>>>

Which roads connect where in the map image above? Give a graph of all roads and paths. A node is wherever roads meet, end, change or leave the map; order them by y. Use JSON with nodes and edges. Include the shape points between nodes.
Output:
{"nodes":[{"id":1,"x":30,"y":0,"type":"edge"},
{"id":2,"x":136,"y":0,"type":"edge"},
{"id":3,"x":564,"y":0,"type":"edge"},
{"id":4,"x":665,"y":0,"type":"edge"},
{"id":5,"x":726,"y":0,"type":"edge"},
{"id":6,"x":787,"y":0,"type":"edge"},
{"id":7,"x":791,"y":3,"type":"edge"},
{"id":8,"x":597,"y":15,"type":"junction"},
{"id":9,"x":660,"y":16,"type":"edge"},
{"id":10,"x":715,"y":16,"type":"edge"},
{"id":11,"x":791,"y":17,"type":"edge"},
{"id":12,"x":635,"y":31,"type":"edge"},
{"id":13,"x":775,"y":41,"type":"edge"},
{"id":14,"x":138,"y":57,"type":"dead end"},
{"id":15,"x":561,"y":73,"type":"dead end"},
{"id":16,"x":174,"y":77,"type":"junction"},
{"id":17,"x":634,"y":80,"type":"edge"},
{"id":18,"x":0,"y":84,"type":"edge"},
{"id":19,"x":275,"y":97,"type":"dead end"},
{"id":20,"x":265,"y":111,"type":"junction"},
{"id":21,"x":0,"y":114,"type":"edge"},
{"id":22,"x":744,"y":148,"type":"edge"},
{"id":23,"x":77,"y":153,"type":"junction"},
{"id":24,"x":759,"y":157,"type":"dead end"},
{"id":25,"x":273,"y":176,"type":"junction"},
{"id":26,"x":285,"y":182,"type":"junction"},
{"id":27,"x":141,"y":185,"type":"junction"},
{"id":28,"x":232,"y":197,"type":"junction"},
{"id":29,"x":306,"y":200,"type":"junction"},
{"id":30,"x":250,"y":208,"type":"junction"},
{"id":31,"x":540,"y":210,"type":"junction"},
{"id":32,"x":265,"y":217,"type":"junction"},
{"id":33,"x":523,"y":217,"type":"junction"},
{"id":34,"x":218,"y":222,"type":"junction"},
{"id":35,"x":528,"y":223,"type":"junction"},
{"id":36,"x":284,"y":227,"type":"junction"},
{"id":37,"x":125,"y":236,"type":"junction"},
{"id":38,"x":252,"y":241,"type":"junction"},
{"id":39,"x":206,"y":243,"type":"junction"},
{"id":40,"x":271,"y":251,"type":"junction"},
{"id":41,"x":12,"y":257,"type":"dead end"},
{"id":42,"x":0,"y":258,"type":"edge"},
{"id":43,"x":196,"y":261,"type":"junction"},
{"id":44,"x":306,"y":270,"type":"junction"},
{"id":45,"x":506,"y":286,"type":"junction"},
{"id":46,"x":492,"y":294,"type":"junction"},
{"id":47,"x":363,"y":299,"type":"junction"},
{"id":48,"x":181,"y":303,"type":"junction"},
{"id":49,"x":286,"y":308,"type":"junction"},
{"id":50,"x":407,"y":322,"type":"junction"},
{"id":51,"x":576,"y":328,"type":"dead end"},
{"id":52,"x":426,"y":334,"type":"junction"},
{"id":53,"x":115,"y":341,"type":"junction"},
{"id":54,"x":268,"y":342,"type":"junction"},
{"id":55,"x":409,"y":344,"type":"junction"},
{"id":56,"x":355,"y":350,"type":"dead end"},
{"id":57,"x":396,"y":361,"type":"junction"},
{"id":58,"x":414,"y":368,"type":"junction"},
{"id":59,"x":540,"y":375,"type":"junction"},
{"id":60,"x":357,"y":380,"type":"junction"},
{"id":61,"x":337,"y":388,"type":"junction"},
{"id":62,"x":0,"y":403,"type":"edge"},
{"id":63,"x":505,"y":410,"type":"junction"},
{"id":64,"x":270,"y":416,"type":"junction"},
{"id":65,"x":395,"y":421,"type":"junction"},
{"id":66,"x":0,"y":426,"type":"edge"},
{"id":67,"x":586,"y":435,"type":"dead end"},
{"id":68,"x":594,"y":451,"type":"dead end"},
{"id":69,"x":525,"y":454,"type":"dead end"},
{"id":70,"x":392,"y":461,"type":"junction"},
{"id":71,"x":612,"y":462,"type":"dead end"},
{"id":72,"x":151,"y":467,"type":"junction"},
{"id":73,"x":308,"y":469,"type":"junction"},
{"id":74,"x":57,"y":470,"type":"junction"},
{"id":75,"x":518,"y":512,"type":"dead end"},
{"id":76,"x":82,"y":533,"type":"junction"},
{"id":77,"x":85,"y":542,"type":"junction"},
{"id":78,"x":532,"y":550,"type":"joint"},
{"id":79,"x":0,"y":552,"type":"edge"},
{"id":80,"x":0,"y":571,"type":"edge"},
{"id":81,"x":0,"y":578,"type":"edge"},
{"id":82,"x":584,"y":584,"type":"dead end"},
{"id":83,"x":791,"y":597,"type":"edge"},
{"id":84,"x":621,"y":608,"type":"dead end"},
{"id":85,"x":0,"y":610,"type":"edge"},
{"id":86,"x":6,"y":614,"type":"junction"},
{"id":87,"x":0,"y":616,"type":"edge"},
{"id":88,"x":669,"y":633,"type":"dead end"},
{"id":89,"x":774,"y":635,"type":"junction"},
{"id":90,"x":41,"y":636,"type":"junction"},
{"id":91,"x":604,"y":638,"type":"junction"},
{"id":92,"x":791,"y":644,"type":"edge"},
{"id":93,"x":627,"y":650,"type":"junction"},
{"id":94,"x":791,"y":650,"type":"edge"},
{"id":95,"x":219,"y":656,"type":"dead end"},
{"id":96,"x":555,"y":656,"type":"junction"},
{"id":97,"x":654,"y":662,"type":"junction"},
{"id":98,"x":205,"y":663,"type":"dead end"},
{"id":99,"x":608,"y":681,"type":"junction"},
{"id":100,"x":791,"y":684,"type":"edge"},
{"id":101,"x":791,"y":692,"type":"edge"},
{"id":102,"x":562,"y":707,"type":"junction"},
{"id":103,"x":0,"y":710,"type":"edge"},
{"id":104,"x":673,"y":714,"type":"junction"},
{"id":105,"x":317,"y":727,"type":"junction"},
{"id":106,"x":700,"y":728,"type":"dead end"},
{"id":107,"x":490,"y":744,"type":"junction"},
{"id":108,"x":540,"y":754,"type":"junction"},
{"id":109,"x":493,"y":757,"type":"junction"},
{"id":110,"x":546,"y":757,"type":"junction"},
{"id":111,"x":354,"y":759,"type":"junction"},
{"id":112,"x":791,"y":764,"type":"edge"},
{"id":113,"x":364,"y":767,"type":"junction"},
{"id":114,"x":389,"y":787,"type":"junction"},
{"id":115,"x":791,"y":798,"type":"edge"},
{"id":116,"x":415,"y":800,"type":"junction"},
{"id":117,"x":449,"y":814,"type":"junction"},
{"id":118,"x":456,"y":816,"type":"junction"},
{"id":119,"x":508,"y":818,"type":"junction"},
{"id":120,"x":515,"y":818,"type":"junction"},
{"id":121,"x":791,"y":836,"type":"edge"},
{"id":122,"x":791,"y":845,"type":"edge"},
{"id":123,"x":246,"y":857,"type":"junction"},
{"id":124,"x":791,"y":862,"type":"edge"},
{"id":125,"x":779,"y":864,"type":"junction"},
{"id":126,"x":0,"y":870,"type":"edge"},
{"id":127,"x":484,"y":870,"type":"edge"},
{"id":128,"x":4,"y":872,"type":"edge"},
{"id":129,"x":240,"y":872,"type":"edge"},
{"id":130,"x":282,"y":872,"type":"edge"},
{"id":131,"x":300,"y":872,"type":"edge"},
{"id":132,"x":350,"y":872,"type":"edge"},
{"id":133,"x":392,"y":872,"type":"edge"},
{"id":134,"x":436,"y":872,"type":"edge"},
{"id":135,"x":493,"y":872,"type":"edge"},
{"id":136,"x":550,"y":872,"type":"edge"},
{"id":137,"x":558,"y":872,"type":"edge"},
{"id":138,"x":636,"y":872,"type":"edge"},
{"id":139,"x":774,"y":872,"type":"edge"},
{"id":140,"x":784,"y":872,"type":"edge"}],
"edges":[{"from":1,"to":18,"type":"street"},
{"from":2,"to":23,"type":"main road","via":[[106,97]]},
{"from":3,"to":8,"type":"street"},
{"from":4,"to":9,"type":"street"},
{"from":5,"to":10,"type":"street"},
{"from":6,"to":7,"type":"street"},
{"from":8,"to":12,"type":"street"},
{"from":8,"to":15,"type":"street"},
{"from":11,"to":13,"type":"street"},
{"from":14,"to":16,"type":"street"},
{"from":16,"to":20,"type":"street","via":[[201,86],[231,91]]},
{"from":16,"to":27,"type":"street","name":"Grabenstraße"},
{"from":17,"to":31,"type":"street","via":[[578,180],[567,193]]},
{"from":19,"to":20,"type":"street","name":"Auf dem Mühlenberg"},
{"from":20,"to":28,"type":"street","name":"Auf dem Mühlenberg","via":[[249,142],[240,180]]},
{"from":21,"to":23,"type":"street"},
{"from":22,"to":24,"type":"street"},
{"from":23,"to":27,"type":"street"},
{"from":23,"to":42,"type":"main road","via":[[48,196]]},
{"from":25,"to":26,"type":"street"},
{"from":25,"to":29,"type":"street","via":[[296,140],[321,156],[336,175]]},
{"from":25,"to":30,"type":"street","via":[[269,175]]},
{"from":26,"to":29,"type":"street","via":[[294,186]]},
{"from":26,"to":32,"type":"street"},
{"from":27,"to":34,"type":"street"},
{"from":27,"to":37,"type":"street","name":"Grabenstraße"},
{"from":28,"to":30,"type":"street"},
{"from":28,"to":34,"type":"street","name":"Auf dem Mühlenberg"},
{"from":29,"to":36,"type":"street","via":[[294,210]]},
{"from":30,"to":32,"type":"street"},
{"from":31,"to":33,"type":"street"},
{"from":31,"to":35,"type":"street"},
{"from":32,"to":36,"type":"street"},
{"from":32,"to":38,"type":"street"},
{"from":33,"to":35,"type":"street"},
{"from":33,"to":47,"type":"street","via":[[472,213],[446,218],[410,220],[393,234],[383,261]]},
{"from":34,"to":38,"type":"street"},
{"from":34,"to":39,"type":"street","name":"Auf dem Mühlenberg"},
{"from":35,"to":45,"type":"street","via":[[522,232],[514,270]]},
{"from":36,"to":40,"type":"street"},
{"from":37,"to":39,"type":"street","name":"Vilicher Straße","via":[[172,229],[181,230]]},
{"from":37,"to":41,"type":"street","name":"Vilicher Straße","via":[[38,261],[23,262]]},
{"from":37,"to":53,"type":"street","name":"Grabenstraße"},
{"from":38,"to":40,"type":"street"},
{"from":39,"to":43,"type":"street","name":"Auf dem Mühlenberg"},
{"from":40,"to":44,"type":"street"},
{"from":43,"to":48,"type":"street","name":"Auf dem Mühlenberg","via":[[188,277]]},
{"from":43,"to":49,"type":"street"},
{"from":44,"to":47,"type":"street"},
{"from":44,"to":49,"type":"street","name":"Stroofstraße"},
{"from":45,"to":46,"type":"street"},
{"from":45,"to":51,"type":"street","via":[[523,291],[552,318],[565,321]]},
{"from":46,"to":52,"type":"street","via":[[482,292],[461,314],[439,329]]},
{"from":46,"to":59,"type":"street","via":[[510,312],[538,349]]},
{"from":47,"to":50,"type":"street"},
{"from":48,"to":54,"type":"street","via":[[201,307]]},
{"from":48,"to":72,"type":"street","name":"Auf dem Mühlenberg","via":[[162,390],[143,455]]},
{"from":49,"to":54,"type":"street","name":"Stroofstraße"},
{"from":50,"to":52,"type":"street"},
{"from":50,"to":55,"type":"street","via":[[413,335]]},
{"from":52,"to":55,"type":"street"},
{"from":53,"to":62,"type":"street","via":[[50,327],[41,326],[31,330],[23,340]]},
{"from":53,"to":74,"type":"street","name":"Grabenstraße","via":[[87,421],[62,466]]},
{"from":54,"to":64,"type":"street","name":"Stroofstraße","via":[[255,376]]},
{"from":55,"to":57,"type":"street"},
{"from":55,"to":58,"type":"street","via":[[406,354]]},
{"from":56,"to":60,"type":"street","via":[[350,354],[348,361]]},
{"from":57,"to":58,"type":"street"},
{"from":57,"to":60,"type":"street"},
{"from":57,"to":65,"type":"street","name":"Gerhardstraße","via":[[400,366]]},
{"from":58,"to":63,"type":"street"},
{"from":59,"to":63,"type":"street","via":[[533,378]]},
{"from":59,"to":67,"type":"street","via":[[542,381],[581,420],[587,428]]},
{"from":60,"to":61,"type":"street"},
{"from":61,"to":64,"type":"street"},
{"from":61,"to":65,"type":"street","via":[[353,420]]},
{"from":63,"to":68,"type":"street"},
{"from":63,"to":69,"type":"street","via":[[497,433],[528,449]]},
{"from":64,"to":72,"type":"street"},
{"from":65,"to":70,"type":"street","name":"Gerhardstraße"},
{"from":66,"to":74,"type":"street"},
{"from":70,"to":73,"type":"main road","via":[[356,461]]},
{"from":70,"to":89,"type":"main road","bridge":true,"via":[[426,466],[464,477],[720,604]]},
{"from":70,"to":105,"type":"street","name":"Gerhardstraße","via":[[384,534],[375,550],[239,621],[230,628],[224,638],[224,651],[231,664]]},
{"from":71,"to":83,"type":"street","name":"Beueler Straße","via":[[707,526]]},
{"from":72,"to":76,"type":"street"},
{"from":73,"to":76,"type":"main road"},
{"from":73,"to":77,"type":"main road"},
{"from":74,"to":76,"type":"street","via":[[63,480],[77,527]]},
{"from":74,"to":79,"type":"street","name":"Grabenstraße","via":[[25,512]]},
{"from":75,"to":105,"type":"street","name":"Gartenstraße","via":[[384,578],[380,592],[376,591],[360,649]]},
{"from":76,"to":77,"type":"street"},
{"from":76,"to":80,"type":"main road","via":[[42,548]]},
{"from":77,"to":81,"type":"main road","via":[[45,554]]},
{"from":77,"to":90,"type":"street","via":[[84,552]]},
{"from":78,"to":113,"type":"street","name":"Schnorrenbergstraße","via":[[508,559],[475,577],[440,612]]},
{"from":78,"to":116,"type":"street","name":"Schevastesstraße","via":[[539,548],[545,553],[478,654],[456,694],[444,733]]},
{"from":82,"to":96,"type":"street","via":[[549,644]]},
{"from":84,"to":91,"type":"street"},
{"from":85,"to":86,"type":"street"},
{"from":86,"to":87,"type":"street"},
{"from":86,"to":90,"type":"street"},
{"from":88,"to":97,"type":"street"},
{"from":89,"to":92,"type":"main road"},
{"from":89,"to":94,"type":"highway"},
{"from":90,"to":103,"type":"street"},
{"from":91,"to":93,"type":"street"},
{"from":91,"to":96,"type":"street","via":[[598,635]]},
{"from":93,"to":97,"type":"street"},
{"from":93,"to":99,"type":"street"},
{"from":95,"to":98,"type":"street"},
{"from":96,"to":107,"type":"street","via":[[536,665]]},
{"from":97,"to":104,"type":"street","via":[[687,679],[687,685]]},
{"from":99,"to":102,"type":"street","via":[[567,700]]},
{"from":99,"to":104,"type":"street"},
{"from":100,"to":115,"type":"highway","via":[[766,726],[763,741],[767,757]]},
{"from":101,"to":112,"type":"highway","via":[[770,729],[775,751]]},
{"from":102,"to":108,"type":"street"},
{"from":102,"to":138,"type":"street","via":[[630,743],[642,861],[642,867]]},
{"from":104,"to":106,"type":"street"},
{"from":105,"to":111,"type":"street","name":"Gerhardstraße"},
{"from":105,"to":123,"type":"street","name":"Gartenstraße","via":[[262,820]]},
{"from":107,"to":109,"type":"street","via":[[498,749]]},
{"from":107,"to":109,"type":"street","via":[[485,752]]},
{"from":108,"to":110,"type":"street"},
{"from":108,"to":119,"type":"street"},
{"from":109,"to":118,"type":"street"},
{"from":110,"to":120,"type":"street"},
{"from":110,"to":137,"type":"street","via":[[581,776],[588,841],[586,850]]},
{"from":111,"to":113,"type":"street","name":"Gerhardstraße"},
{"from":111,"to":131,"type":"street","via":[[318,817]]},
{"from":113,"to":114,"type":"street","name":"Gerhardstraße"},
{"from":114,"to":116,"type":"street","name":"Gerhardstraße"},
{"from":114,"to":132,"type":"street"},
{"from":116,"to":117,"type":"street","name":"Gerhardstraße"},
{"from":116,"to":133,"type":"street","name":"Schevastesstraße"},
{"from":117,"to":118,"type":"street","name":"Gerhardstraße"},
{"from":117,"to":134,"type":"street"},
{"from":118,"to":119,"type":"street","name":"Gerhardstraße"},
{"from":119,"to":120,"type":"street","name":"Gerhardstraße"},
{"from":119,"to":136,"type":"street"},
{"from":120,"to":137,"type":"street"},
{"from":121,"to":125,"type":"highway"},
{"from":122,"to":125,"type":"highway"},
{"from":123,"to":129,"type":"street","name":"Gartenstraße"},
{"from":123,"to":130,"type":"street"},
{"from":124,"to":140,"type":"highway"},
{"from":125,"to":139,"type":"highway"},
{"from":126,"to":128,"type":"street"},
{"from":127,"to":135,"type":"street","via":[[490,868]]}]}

<<<

▶ [Work item] For the records above, state the number of lines that include the string "Gartenstraße" and add nothing.

▶ [Reply] 3